Lore, noch immer am Arm des Bruders, schmiegte sich fest an diesen an; das liebliche Gesicht wurde in raschem Wechsel rot und blaß. „Bruder! Lieber Hermann!“ rief sie endlich und riß sich von Bruno los, beide Hände dem Ankommenden entgegenstreckend. „Hier sind wir, der Bruno und ich! Schau’, so sehen zwei Verlobte aus!“ Sie sprudelte das fast atemlos heraus, lachend, schluchzend, in holder Verwirrung.
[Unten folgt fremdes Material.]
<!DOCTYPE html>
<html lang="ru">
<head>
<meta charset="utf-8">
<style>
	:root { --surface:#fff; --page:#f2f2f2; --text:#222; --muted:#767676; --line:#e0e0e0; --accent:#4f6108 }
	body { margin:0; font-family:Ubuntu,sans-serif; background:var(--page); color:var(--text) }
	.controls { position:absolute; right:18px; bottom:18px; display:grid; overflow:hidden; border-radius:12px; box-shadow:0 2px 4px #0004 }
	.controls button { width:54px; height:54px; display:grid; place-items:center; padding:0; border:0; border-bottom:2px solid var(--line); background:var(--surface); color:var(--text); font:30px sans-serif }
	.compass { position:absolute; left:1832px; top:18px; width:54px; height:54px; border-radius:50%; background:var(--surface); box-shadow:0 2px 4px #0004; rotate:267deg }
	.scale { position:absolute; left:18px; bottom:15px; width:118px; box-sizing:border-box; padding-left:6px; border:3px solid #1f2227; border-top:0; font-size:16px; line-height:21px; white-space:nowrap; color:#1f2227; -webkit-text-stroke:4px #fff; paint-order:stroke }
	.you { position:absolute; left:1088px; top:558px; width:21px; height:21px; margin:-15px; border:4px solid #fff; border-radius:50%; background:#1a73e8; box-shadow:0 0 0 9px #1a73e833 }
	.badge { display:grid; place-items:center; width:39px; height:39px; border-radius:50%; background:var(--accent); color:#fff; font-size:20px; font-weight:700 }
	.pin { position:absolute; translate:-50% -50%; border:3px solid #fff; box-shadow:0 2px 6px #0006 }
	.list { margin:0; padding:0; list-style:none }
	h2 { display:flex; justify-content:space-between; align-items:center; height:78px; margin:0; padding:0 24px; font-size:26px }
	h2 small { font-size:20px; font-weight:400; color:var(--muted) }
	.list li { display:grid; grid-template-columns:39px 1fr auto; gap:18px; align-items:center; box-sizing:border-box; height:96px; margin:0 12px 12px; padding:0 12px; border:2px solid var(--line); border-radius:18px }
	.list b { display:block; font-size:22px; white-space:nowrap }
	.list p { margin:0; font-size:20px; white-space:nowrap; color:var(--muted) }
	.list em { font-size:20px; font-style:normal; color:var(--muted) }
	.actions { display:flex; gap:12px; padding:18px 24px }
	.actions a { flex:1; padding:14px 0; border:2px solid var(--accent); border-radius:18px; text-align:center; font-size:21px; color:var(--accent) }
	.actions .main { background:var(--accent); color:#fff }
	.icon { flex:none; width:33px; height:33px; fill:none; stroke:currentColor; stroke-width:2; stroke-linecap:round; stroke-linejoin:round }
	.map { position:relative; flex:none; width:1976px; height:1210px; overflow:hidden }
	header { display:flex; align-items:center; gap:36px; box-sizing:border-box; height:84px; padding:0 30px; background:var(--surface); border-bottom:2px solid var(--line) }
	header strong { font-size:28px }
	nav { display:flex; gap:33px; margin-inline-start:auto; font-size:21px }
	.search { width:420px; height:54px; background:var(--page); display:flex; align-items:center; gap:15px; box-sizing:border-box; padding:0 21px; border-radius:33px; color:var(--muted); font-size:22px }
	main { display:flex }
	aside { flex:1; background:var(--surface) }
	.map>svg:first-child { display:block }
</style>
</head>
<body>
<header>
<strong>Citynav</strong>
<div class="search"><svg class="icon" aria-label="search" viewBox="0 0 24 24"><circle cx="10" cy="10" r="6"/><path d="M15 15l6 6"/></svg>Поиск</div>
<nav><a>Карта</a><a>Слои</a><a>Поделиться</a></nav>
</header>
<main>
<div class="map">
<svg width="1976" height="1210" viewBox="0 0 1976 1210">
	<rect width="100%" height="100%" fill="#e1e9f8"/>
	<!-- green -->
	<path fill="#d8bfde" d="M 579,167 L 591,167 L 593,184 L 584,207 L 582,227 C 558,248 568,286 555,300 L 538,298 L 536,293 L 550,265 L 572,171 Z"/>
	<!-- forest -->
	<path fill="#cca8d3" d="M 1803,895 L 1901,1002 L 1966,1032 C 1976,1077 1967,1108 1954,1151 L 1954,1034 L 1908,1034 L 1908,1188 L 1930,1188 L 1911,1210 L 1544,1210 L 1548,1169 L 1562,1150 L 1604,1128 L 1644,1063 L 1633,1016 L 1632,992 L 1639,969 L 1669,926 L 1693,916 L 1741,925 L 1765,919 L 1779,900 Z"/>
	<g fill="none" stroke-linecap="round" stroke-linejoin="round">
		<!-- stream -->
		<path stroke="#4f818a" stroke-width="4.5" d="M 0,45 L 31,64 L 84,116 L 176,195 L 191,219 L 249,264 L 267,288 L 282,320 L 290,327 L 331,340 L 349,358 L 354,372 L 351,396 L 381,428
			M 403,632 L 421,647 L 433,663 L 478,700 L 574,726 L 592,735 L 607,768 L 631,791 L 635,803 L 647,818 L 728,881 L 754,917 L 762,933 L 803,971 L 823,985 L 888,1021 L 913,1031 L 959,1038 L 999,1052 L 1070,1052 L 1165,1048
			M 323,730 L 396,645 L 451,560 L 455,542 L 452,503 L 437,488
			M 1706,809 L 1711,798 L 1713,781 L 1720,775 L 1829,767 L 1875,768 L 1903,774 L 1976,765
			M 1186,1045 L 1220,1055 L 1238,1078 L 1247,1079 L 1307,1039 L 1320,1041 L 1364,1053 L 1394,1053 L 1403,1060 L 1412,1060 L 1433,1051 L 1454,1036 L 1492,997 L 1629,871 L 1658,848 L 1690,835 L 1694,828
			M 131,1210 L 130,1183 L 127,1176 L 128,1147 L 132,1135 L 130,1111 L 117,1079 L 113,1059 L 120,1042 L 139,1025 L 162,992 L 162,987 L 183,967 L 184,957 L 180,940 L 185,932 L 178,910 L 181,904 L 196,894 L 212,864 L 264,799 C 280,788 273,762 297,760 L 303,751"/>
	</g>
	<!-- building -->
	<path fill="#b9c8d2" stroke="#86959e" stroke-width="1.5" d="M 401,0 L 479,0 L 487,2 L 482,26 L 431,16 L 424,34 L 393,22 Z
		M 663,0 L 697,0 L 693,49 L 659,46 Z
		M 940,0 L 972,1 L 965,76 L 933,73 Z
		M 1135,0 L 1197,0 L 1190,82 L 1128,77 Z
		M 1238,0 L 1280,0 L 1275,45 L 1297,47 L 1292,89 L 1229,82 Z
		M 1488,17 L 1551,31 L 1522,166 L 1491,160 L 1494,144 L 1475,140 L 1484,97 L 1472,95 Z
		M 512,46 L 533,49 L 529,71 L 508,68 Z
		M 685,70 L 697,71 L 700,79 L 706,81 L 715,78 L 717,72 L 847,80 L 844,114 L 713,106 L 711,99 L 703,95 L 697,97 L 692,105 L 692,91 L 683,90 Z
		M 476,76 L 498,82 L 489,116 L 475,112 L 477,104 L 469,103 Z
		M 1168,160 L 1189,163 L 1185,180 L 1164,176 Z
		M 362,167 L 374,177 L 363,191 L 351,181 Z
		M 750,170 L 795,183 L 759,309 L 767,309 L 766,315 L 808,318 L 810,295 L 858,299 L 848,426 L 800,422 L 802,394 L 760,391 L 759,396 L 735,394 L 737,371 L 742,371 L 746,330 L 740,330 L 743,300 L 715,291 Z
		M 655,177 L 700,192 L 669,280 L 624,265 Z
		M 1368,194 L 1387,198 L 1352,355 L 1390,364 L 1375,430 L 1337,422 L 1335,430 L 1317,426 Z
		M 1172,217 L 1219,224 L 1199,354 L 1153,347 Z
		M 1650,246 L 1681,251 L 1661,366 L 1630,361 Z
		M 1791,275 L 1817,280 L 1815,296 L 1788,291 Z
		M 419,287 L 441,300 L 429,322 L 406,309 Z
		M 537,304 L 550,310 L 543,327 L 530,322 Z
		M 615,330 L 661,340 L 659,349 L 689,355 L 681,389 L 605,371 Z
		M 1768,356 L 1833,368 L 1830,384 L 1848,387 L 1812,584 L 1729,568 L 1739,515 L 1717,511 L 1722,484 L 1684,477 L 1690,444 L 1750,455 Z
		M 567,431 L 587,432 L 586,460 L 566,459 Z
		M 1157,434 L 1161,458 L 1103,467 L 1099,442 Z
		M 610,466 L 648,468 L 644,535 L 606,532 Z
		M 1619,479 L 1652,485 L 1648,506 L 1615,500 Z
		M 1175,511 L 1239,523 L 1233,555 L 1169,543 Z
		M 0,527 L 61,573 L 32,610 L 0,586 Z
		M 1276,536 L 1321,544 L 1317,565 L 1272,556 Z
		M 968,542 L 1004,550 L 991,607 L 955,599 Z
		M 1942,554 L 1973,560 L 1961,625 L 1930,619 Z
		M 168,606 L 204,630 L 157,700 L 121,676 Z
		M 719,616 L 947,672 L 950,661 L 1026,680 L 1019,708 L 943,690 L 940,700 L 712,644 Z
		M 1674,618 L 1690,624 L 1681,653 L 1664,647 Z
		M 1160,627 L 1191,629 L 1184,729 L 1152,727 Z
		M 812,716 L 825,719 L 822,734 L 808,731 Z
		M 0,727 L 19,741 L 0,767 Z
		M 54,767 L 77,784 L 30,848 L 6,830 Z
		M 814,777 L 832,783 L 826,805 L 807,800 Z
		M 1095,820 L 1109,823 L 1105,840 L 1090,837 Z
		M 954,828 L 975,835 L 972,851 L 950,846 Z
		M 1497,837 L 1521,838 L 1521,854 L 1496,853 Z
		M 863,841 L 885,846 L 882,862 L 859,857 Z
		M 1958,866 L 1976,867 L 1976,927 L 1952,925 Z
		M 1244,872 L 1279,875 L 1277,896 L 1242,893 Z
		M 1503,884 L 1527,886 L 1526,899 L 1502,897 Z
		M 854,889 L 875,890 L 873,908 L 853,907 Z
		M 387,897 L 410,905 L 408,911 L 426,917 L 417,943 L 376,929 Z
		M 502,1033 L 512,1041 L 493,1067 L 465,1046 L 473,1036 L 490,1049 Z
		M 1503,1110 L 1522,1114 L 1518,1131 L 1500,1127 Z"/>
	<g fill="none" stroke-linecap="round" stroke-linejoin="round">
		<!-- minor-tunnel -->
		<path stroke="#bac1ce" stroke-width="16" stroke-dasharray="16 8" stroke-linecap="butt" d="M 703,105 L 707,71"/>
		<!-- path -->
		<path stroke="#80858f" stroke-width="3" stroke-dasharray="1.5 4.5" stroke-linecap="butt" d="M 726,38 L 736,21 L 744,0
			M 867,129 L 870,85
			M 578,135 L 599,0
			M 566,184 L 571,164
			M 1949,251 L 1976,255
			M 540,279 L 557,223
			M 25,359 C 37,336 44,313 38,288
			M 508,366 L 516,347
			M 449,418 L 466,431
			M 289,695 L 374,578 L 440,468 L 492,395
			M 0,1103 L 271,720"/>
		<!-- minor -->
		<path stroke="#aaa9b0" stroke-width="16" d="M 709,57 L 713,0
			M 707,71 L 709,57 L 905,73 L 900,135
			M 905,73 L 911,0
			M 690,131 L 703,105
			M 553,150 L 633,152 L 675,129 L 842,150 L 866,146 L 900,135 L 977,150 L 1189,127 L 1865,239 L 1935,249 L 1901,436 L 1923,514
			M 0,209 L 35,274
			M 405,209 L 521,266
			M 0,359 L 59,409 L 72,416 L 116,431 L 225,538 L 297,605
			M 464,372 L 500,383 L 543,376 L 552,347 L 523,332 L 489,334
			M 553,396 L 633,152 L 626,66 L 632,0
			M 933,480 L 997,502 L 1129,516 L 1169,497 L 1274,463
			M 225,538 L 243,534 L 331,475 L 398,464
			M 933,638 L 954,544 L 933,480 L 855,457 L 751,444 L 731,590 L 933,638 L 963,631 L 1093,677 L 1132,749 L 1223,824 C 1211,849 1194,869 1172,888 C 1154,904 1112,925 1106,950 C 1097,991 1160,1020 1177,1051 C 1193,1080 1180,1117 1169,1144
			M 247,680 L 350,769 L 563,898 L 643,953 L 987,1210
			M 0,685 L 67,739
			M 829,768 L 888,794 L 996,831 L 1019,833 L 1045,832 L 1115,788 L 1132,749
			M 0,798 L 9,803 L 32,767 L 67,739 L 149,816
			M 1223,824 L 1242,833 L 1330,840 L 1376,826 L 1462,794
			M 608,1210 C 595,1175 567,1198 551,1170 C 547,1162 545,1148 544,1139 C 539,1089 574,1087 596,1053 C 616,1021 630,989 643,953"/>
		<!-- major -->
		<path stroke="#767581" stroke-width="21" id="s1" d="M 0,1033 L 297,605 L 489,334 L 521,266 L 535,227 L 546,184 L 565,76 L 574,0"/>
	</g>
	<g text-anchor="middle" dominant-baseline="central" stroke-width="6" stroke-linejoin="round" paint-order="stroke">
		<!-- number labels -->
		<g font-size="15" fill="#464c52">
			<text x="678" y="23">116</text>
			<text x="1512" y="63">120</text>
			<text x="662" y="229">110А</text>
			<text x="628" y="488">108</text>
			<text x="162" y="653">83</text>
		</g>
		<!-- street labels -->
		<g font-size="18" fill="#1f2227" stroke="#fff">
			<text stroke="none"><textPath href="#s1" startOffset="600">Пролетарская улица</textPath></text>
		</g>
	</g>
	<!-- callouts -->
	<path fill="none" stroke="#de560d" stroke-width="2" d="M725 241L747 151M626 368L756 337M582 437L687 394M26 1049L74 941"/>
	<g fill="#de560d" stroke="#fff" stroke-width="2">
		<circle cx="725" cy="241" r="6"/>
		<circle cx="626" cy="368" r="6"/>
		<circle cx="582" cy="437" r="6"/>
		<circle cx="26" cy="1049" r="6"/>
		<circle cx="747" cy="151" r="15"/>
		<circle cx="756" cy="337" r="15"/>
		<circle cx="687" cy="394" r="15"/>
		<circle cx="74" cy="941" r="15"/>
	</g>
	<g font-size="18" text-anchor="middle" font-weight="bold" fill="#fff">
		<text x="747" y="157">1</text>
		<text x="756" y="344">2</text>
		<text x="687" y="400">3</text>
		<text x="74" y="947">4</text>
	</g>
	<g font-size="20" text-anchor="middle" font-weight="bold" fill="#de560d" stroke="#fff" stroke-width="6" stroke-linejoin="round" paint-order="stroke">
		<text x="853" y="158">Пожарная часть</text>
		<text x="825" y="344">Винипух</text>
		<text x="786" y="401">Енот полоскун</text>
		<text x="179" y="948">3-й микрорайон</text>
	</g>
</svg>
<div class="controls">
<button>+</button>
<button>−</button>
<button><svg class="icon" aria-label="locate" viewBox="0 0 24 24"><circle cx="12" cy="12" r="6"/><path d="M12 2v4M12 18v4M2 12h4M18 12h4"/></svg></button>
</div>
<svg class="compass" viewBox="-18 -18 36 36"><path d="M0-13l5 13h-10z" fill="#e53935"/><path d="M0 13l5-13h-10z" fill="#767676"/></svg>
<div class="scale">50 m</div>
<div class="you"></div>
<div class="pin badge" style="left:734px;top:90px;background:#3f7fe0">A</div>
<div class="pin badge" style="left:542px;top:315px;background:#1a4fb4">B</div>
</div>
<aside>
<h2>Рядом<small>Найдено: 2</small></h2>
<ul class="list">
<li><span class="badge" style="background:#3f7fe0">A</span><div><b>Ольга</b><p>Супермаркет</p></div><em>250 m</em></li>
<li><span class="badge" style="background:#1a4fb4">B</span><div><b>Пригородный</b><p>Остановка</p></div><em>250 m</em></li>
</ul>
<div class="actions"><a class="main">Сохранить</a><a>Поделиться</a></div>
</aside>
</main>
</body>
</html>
Hermann stand einen Augenblick wortlos, die beiden anstarrend. Langsam sank seine Rechte herab. Dann richtete er sich auf und reichte den Zweien mit einem Ruck die eiskalte Hand.

„Wie er erstaunt ist, ganz anders als sonst, und wie der Vollbart ihn alt macht!“ rief Lore.

Ein Versuch zum Lächeln irrte um seine Lippen. „Welches Glück!“ murmelte er hastig und ging den anderen voraus in das Wohnzimmer.

„Der Vater wollte durchaus, daß ich Uniform anlegte,“ flüsterte Bruno dem Bruder zu und hüstelte dabei.

„Ja, ja!“ Geistesabwesend starrte Hermann einen Augenblick in die Runde. Wie anders hatte er sich das alles gedacht, sich ausgemalt auf der langen Reise! Dann überkam ihn eine unnatürliche Lustigkeit; er begann beim Abendessen aus dem Feldzuge zu erzählen, alles hastig, ununterbrochen, als fürchtete er, daß ihm der Faden entfiele.

„Warum hast Du denn Dein Eisernes Kreuz nicht angelegt?“ fragte nach dem Essen der alte Weßnitz, sich Bruno zuwendend.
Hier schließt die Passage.